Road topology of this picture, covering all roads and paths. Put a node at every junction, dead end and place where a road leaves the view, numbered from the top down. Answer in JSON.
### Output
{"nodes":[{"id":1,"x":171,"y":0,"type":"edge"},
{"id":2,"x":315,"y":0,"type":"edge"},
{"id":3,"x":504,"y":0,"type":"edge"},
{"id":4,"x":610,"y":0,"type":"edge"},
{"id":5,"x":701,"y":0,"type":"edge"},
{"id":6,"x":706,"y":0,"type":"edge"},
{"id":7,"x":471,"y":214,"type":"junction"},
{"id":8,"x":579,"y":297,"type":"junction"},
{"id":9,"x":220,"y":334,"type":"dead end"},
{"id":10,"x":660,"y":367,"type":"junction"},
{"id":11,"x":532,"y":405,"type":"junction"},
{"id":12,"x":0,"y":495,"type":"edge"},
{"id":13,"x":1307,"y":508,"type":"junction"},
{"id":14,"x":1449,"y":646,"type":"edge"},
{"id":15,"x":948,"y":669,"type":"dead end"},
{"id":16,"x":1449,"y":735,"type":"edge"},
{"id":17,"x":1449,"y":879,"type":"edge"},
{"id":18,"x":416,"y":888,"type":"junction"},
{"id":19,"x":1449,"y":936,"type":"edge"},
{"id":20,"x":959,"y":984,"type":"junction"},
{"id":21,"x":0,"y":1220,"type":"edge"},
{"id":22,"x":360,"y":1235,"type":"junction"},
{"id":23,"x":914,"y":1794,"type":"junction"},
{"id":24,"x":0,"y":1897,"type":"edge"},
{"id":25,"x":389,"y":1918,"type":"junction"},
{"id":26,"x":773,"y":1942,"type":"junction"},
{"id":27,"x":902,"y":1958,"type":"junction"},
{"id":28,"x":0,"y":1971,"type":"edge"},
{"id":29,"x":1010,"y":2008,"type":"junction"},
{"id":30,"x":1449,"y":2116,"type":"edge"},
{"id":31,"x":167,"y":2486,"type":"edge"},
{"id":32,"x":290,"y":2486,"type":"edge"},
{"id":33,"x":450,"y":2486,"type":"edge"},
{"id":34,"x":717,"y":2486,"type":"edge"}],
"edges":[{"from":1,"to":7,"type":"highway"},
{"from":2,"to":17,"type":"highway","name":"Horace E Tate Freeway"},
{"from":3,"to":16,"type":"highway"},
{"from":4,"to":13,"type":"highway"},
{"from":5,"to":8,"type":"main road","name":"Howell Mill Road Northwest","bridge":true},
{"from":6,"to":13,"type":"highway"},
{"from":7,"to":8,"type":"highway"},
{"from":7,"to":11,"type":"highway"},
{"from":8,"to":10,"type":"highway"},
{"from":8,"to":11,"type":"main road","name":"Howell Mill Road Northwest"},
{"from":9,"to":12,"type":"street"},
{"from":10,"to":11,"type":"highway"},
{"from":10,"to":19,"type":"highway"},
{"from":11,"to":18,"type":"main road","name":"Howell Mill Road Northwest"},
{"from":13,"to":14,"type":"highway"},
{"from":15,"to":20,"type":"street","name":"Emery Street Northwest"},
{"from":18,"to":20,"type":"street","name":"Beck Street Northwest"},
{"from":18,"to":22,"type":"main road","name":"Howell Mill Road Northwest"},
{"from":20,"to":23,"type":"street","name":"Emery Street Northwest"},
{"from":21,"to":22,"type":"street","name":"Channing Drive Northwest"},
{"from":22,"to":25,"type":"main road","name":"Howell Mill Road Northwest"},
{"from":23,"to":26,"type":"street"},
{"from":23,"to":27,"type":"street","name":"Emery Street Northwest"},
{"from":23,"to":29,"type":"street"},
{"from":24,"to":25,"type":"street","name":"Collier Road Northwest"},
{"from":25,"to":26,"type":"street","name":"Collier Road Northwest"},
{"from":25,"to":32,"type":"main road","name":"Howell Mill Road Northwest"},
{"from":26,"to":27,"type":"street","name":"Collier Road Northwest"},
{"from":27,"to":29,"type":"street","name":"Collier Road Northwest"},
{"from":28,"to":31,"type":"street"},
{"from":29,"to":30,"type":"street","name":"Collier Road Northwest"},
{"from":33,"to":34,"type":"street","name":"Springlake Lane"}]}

_THE TASK_
Within the entries above, find every line where the string "dead" occurs, and copy it.

_YOUR RESPONSE_
Road topology of this picture, covering all roads and paths. Put a node at every junction, dead end and place where a road leaves the view, numbered from the top down. Answer in JSON.
{"id":9,"x":220,"y":334,"type":"dead end"},
{"id":15,"x":948,"y":669,"type":"dead end"},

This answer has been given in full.